▶ _Task item_: Only the text belongs in the answer: every line of the records below, transcribed exactly.

▶ _Saved data entries_:
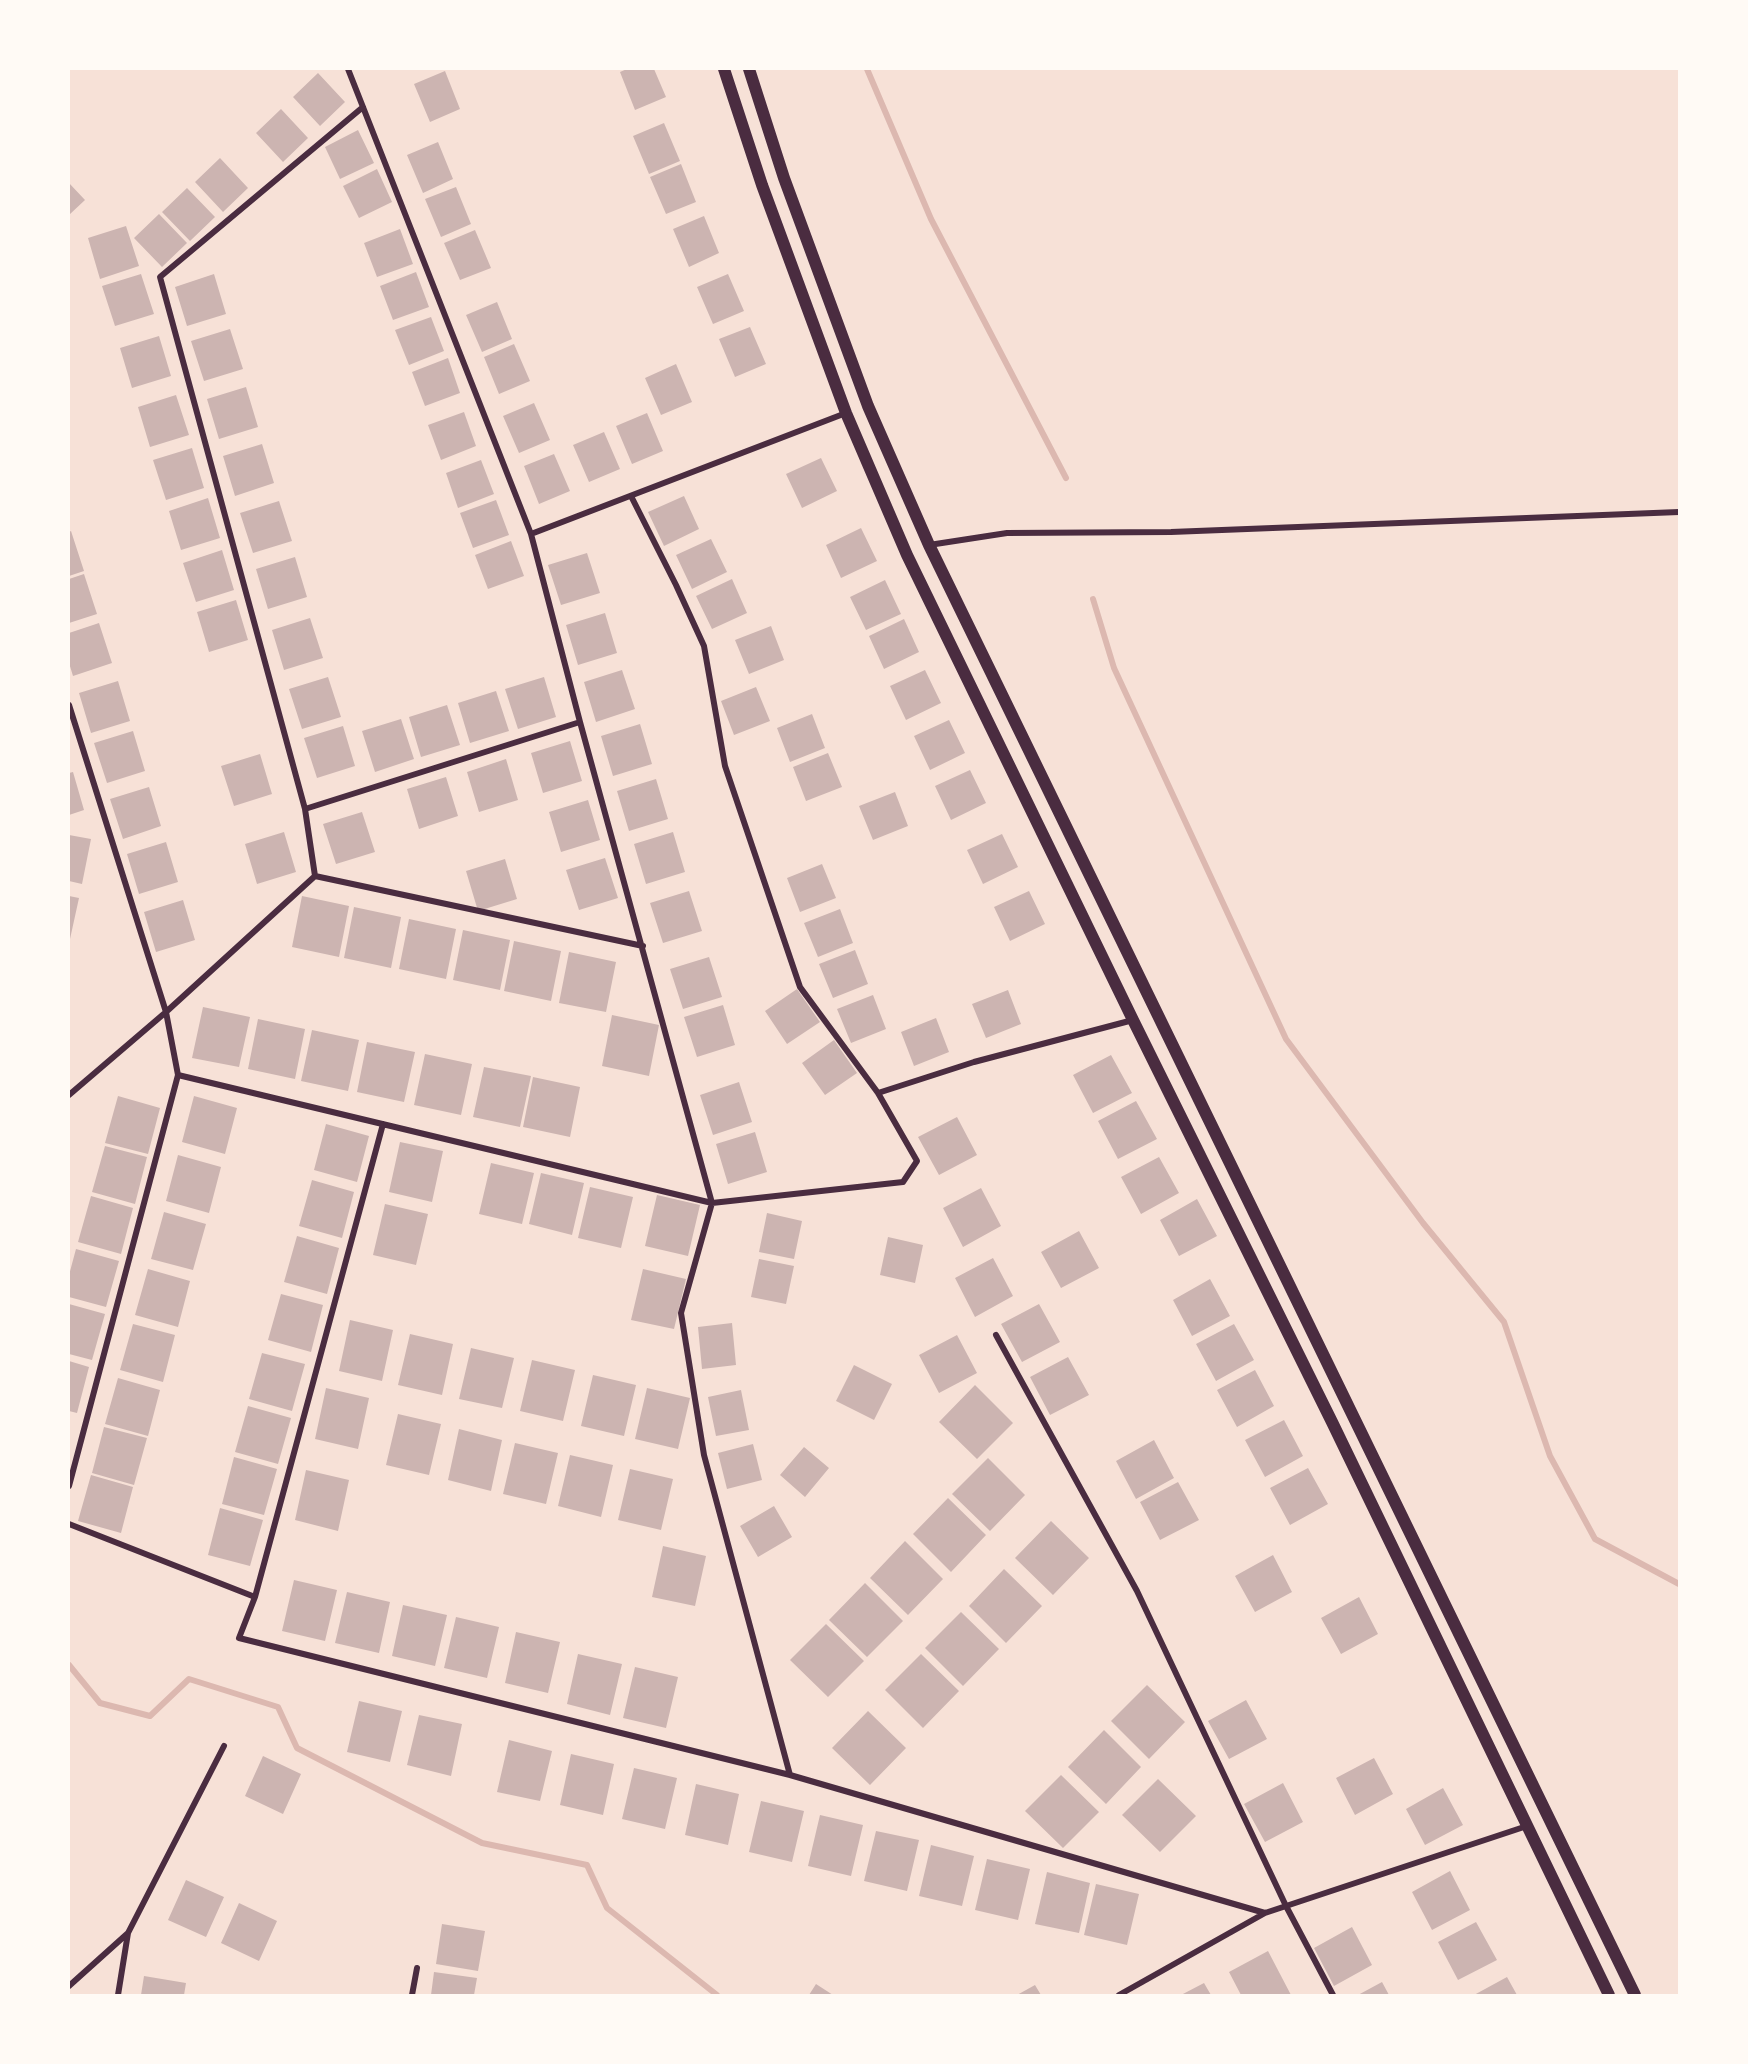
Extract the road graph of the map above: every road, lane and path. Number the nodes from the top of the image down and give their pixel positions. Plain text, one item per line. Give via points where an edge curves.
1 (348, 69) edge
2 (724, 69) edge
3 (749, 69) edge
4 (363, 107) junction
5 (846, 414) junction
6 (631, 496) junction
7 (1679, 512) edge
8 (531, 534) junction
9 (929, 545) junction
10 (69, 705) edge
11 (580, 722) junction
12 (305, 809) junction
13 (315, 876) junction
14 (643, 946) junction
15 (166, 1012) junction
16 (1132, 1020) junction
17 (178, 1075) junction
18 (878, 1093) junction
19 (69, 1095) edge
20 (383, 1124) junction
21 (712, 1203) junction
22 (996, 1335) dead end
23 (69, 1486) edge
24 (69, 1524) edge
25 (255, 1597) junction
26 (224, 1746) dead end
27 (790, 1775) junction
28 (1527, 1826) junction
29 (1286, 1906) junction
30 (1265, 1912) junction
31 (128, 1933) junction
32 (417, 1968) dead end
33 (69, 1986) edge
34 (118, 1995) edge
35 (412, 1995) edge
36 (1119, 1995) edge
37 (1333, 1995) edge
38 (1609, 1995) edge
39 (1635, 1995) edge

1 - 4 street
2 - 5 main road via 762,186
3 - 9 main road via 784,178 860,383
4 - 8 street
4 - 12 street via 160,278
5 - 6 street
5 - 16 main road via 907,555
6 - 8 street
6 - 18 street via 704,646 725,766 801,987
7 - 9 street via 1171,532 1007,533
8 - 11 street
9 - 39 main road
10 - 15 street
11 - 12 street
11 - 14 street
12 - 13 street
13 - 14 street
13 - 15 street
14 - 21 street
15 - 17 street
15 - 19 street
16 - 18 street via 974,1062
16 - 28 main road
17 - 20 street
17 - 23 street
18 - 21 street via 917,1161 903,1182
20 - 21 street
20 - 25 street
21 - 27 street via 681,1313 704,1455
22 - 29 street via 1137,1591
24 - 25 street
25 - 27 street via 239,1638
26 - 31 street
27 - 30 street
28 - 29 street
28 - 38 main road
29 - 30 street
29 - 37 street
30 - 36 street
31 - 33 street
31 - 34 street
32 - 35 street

▶ _Output_:
Extract the road graph of the map above: every road, lane and path. Number the nodes from the top of the image down and give their pixel positions. Plain text, one item per line. Give via points where an edge curves.
1 (348, 69) edge
2 (724, 69) edge
3 (749, 69) edge
4 (363, 107) junction
5 (846, 414) junction
6 (631, 496) junction
7 (1679, 512) edge
8 (531, 534) junction
9 (929, 545) junction
10 (69, 705) edge
11 (580, 722) junction
12 (305, 809) junction
13 (315, 876) junction
14 (643, 946) junction
15 (166, 1012) junction
16 (1132, 1020) junction
17 (178, 1075) junction
18 (878, 1093) junction
19 (69, 1095) edge
20 (383, 1124) junction
21 (712, 1203) junction
22 (996, 1335) dead end
23 (69, 1486) edge
24 (69, 1524) edge
25 (255, 1597) junction
26 (224, 1746) dead end
27 (790, 1775) junction
28 (1527, 1826) junction
29 (1286, 1906) junction
30 (1265, 1912) junction
31 (128, 1933) junction
32 (417, 1968) dead end
33 (69, 1986) edge
34 (118, 1995) edge
35 (412, 1995) edge
36 (1119, 1995) edge
37 (1333, 1995) edge
38 (1609, 1995) edge
39 (1635, 1995) edge

1 - 4 street
2 - 5 main road via 762,186
3 - 9 main road via 784,178 860,383
4 - 8 street
4 - 12 street via 160,278
5 - 6 street
5 - 16 main road via 907,555
6 - 8 street
6 - 18 street via 704,646 725,766 801,987
7 - 9 street via 1171,532 1007,533
8 - 11 street
9 - 39 main road
10 - 15 street
11 - 12 street
11 - 14 street
12 - 13 street
13 - 14 street
13 - 15 street
14 - 21 street
15 - 17 street
15 - 19 street
16 - 18 street via 974,1062
16 - 28 main road
17 - 20 street
17 - 23 street
18 - 21 street via 917,1161 903,1182
20 - 21 street
20 - 25 street
21 - 27 street via 681,1313 704,1455
22 - 29 street via 1137,1591
24 - 25 street
25 - 27 street via 239,1638
26 - 31 street
27 - 30 street
28 - 29 street
28 - 38 main road
29 - 30 street
29 - 37 street
30 - 36 street
31 - 33 street
31 - 34 street
32 - 35 street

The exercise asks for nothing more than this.